Within the listing below, please show every line carrying the string "Prutului".
DATA RECORDS below:
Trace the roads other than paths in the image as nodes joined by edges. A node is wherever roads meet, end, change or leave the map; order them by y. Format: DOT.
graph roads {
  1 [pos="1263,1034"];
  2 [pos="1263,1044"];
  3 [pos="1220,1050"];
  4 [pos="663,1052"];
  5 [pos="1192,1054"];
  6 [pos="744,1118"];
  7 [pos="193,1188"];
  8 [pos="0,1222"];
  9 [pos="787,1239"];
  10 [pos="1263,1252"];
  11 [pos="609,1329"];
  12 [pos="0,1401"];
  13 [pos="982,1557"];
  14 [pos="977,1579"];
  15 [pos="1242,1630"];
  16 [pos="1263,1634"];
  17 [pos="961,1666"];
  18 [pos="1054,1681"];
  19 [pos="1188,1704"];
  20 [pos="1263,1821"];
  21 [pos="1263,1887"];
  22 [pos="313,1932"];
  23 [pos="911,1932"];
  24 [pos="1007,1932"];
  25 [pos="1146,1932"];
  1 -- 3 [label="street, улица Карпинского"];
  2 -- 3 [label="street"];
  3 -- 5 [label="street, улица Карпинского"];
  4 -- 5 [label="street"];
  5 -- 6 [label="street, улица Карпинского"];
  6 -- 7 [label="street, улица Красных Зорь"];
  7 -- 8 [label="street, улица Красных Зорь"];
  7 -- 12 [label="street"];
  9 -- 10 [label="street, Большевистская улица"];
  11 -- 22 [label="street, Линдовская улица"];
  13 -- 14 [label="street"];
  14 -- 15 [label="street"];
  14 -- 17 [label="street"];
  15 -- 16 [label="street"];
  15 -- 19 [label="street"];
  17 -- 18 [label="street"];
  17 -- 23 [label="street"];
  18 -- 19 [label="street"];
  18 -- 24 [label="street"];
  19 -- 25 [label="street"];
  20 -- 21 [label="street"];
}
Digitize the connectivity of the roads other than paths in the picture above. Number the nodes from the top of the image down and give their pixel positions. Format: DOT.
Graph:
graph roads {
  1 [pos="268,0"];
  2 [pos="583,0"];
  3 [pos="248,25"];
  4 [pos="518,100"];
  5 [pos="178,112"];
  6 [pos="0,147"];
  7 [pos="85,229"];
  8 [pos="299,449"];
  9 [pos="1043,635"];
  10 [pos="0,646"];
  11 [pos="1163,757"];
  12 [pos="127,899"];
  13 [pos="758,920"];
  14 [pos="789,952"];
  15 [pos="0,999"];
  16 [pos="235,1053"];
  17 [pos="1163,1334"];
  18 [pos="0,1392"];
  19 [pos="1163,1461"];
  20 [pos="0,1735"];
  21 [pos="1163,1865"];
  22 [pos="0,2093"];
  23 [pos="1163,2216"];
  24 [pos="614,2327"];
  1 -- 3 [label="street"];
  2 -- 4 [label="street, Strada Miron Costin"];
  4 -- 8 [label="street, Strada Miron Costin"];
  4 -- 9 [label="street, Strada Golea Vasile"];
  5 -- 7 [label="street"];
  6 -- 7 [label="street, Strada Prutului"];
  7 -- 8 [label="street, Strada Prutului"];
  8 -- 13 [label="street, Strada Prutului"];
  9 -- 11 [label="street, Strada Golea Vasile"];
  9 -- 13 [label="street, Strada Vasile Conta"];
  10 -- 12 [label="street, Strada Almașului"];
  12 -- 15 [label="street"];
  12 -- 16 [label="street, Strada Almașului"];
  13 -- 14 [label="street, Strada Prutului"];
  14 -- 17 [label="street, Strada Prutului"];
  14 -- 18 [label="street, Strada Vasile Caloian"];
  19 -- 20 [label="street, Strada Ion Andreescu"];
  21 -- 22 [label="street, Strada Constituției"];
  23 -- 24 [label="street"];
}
End of DATA RECORDS.
#### TASK OUTPUT:
  6 -- 7 [label="street, Strada Prutului"];
  7 -- 8 [label="street, Strada Prutului"];
  8 -- 13 [label="street, Strada Prutului"];
  13 -- 14 [label="street, Strada Prutului"];
  14 -- 17 [label="street, Strada Prutului"];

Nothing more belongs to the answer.